As palavras vêm como o vento e nos tocam. Nunca sabemos sua direção e como reagiremos a elas. Às vezes, são apenas brisas, palavras mansas; em outras, elas vêm como furacões capazes de nos arrancarem do chão. Há também aquelas palavras murmuradas, como lamentações ou ladainhas. Fato é que somos tocados por palavras, mesmo no silêncio. Quantas vezes já nos deparamos na vida com a eloquência dos mortos em enterros e velórios? Eles nos dizem muito sobre o que não sabemos, porém, de alguma forma, somos capazes de compreendê-los, ainda que intuitivamente. O silêncio é uma grande palavra nessas horas, e a melhor a ser exercitada, a despeito dos que falam pelos cotovelos em situações de luto.
E alguma coisa acontece nesses instantes que nos enaltece, que nos eleva e enleva para campos não bem explorados de nossas almas, quando falamos de forma grandiosa, mesmo com palavras simples. Nessas horas, somos grandes oradores, e nossas catilinárias não são o resultado de leituras de Cícero, mas de algum processo misterioso que ocorre em nós, como se algo de divino brilhasse em nossos seres e, assim, nos encontrássemos no alto do Olimpo, ao lado de Zeus, a profetizar a vida. E qualquer um de nós deve possuir essa centelha divina, pois o homem, por mais ordinário que seja, tem os seus momentos de domínio das palavras. E nesses momentos, qualquer um é tomado pelo poder do Verbo.
Mas o que nos tortura mesmo, o que nos agride do fundo de nosso ser, é a incapacidade de dizer algo, de expressar, ainda que em silêncio, alguma constatação. E então ficamos perdidos como cegos em meio a uma floresta, e nossa própria razão é frouxa diante da escuridão, pois já não somos homens dotados de linguagem, por sermos obnubilados por um silêncio profundo, primitivo, tal qual o animal selvagem em meio ao ambiente mais hostil.

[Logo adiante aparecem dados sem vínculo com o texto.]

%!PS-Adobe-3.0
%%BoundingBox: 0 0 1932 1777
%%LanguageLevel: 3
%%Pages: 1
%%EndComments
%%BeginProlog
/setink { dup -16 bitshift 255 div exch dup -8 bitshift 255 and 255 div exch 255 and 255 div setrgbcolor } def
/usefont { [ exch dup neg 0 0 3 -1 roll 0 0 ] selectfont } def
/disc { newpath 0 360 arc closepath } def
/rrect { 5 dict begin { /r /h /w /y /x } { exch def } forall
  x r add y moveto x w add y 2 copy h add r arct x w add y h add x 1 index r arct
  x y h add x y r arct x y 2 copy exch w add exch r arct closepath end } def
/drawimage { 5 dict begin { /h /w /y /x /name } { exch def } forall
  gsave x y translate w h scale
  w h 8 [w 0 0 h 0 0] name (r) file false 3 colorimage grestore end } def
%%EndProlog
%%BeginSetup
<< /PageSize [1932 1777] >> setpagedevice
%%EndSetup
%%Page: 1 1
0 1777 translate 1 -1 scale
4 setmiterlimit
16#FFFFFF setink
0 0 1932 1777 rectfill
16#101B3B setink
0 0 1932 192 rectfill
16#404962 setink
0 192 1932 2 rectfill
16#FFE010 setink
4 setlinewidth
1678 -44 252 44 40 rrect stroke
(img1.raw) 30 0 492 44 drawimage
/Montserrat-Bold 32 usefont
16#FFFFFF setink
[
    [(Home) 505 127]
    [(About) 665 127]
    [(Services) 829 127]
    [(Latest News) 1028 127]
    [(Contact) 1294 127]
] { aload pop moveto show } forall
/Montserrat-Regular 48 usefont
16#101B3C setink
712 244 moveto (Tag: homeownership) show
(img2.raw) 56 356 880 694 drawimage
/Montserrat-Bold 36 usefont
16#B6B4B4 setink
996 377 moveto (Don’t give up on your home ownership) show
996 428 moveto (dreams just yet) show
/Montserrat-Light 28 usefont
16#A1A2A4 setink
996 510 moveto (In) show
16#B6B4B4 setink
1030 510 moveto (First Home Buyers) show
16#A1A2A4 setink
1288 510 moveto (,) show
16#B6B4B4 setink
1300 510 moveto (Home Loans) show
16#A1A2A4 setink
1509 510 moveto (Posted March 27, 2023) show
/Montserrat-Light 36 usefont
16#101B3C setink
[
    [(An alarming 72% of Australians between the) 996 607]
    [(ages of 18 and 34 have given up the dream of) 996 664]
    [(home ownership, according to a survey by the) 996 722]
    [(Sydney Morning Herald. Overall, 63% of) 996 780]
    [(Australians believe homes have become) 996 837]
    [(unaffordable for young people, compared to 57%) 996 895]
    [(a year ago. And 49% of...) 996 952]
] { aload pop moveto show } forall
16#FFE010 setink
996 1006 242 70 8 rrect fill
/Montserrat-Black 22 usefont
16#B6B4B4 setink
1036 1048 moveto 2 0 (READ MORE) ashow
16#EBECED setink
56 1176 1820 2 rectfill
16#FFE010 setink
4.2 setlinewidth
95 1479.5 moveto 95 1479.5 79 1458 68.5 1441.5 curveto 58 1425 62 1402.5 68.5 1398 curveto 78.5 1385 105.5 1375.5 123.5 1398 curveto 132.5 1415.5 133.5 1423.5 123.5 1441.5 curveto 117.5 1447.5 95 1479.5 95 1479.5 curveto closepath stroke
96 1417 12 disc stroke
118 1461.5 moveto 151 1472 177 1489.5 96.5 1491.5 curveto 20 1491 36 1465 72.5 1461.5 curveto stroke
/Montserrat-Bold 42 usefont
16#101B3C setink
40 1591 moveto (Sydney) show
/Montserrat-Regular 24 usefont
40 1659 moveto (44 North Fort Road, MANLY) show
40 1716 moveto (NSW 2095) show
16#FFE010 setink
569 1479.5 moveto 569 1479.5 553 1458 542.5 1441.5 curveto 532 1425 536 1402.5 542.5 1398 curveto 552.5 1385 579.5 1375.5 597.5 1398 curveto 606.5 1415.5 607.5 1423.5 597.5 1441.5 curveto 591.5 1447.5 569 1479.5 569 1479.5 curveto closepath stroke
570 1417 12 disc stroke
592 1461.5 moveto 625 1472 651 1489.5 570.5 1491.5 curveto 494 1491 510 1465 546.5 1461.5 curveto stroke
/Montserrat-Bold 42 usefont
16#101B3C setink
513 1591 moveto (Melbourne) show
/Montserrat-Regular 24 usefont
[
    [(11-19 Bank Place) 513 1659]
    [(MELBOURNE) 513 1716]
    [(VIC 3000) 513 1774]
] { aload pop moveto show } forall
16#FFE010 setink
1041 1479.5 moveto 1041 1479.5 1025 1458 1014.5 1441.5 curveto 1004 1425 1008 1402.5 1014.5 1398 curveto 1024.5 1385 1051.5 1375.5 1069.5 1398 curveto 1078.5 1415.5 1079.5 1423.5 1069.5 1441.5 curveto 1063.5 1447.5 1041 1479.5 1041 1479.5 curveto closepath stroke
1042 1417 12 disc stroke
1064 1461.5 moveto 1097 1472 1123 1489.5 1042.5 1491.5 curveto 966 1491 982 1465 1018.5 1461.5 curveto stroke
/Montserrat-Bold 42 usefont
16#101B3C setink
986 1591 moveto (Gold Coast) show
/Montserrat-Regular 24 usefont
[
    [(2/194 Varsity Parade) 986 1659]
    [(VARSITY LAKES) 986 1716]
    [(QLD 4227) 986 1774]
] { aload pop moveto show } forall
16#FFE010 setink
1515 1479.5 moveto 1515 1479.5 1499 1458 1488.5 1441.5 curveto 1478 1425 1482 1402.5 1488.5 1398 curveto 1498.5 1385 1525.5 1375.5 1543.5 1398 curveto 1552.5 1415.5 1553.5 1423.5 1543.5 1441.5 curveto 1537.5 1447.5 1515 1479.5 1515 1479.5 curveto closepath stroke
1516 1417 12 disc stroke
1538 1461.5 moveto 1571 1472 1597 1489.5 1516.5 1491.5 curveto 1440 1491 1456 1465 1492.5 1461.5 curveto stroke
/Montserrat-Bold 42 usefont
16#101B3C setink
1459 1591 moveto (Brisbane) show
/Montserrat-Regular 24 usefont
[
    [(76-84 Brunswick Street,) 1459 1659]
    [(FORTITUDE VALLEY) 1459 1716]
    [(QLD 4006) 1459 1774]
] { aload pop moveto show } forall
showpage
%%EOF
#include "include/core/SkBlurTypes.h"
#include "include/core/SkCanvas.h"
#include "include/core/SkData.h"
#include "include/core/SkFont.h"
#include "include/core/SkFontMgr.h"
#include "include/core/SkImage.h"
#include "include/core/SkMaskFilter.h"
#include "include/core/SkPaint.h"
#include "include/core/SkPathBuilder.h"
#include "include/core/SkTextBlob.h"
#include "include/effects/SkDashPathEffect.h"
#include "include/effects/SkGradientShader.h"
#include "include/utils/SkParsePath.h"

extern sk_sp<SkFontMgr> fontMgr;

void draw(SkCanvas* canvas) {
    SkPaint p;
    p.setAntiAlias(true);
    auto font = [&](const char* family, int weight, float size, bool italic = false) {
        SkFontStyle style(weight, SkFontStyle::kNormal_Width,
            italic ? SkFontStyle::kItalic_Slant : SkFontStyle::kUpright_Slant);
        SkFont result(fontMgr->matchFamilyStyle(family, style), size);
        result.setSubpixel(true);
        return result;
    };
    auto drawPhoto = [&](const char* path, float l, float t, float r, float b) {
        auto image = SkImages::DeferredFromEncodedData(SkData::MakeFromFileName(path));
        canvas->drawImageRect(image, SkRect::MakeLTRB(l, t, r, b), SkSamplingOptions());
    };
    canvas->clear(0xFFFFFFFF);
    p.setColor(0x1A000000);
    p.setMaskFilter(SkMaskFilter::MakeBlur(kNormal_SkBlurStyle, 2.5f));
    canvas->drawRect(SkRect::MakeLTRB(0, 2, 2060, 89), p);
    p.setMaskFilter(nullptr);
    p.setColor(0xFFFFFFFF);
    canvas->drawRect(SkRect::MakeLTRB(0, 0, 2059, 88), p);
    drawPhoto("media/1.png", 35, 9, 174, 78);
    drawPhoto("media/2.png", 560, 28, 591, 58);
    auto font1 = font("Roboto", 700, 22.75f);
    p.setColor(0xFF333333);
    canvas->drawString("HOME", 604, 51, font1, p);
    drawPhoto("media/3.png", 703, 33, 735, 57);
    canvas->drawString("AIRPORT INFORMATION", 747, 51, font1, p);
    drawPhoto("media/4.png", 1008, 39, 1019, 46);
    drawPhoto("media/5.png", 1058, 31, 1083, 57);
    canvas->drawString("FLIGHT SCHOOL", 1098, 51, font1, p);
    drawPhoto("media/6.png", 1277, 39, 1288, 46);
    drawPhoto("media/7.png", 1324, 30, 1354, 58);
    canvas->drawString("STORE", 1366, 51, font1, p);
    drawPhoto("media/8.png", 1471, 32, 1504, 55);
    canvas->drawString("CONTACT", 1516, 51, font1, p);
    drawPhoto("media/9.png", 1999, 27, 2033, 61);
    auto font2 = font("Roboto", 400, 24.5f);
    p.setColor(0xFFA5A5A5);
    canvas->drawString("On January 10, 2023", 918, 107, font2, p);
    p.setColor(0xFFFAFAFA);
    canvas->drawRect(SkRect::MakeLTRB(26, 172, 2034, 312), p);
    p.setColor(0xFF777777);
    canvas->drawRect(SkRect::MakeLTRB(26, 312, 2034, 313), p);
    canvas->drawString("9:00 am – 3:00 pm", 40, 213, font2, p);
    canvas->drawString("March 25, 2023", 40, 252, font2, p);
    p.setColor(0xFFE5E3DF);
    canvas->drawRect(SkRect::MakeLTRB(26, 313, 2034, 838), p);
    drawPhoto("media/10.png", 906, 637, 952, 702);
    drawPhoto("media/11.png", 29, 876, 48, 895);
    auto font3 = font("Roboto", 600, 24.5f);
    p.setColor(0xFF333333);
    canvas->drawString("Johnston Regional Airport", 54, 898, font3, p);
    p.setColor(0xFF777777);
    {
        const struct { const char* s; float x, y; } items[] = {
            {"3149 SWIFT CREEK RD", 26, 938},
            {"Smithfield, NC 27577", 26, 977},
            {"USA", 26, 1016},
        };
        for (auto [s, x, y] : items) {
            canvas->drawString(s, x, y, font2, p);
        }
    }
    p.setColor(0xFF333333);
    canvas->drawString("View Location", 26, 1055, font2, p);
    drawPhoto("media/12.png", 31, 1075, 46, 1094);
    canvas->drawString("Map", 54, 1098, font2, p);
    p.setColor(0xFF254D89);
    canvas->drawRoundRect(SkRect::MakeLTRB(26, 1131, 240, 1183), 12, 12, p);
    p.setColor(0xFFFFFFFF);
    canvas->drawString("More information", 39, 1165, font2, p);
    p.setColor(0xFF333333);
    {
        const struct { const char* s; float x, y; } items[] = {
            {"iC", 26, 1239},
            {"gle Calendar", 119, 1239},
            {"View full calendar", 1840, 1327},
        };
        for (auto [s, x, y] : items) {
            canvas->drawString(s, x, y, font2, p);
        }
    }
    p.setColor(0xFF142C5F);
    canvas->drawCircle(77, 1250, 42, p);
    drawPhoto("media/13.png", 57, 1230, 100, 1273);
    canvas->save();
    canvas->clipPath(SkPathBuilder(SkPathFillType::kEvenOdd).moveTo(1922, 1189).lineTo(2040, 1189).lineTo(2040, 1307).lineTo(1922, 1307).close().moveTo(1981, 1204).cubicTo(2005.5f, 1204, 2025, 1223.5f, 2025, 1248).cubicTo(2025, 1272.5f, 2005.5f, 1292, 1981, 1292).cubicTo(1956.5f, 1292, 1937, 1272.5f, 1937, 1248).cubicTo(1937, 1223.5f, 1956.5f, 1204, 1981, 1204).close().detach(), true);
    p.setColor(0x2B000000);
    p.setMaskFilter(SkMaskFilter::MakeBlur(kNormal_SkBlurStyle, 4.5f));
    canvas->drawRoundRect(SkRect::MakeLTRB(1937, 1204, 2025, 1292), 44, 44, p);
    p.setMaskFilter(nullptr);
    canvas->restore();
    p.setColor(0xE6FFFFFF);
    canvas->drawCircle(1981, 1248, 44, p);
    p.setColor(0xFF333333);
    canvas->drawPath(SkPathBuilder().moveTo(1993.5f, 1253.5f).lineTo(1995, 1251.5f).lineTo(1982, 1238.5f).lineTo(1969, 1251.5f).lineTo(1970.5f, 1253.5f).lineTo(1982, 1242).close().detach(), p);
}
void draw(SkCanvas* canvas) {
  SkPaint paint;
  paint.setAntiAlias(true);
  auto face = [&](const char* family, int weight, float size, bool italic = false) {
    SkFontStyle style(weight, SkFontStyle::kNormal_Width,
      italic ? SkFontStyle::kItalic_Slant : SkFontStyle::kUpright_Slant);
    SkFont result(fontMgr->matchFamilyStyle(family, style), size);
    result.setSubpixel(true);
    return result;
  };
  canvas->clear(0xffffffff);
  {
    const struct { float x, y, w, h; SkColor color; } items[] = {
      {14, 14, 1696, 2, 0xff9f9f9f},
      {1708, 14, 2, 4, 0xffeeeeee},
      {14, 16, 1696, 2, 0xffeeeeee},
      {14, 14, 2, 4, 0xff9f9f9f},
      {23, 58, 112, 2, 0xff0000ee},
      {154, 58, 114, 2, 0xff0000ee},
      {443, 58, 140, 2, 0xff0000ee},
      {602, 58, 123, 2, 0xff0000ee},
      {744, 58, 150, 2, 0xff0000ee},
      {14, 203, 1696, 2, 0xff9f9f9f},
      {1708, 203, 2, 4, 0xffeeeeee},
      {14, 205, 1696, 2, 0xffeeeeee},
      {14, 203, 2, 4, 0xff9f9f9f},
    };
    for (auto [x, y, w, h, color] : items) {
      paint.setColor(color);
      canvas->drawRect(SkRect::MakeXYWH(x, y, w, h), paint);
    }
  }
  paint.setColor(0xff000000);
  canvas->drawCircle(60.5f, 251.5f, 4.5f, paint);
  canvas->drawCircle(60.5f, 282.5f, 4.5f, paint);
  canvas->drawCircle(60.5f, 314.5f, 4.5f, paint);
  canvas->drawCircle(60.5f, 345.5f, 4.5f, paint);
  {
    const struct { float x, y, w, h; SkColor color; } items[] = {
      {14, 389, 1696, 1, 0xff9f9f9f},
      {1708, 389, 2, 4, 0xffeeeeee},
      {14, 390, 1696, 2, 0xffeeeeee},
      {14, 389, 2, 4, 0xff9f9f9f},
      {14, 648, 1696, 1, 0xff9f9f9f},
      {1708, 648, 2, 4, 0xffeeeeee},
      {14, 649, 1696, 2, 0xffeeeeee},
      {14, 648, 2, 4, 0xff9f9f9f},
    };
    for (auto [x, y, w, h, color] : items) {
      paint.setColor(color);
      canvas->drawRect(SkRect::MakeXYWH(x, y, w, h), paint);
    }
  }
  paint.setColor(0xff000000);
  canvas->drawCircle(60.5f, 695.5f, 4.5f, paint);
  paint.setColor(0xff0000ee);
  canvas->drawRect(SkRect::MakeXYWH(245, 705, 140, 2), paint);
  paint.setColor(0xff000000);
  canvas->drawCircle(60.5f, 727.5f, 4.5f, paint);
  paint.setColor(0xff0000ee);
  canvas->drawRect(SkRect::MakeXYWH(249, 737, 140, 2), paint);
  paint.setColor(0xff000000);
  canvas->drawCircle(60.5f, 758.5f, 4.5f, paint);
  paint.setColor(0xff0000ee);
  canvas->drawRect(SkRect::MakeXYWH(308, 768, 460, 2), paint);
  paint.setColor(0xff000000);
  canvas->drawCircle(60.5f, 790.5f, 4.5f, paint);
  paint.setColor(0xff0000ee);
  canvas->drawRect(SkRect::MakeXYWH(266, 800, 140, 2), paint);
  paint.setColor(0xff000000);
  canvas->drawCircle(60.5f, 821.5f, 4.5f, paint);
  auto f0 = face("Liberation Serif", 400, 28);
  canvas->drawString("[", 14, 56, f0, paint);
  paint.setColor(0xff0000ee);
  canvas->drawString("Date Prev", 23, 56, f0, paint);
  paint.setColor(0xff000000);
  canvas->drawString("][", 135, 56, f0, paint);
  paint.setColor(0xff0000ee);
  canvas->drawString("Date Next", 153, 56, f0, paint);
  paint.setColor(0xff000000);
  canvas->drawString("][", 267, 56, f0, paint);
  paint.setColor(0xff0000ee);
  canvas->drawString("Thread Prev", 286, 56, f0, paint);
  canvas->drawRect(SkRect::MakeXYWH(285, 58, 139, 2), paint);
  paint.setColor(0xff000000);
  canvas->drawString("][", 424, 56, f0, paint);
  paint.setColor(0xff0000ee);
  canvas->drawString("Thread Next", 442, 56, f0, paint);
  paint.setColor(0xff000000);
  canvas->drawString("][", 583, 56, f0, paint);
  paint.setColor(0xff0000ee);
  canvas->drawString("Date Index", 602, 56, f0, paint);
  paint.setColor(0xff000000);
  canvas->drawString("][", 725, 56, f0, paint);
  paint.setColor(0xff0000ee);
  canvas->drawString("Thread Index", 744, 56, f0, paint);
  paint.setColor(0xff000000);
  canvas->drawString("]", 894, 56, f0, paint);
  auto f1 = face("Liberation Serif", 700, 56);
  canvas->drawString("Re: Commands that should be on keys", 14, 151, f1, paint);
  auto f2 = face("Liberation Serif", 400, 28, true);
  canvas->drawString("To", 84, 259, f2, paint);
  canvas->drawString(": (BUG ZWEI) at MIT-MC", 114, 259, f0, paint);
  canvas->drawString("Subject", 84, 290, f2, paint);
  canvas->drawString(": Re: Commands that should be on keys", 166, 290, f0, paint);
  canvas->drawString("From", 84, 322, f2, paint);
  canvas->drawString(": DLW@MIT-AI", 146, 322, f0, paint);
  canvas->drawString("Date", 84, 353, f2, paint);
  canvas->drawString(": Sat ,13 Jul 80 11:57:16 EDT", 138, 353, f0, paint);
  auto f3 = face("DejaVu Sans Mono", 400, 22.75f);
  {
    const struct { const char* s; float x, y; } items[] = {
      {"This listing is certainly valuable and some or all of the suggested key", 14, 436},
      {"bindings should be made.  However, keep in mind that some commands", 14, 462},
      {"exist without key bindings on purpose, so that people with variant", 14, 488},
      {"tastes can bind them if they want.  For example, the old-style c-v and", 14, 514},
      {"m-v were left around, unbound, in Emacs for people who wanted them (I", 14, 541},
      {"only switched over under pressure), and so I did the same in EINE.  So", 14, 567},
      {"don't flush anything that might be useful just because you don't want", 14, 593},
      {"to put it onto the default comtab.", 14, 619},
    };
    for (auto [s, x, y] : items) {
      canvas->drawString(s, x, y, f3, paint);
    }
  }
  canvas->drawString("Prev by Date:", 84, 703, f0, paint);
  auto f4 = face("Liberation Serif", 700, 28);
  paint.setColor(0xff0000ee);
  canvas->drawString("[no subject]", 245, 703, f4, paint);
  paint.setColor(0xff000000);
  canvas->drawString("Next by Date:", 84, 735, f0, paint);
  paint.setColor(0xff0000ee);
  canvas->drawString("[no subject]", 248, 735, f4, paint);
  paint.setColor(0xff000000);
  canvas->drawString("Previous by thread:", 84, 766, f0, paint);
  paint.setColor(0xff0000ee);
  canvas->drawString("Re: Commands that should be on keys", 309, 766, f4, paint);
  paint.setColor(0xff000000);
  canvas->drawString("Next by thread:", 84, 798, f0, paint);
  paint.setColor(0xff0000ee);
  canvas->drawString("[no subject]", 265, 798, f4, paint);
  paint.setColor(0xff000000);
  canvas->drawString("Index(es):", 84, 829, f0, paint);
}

Daí a constatação de nosso vazio, porque não sabemos dar conta de nossa própria animalidade. Somente o silêncio de fera coagida, com medo, é o que nos toca. E todos já devem ter passado por situação semelhante, em que se é nada, em que se sente o nada, até o esvaziamento da alma. Isso é niilismo, mas não em sua manifestação conceitual, e sim como puro instinto da besta que há dentro de cada um de nós. E nessas situações continuamos seguindo nosso caminho como assombrações, sem jamais encontrarmos a tão almejada paz de espírito.
Porém, ainda temos que viver – e o nada absoluto não é o melhor estado para que de fato se viva, mas para que se morra ainda em vida. Então reencontramos o Verbo, o lógos ou a razão: nossa capacidade de expressão por meio da palavra, porque o Verbo se fez carne mais uma vez – e é assim todos os dias para os caídos – dando uma nova razão ao mundo. E contra o desespero do nada sempre encontraremos o Cristo: suma razão contra os delírios da razão humana, verdadeira racionalidade em termos de amor e humanidade.
E então as trevas de nossas profundezas darão lugar à luz, e seremos embalados pelo espírito do Senhor, que nos devolve à superfície contra as profundezas do desconhecido. E veremos nossa grande razão – o Verbo que se fez carne – e que nos traz novamente à liberdade, tornando-nos capazes de falar, de fazer bom uso da palavra, porque ela- a palavra – não brota mais de nossas entranhas, mas da verdadeira razão. E Cristo é nossa razão contra o nada ou o maligno, que desvia alguns de nós rumo ao esquecimento de quem nós realmente somos: seres dotados do Verbo, suprassumo da razão. E basta um olhar para o céu para que nossa vida não seja em vão.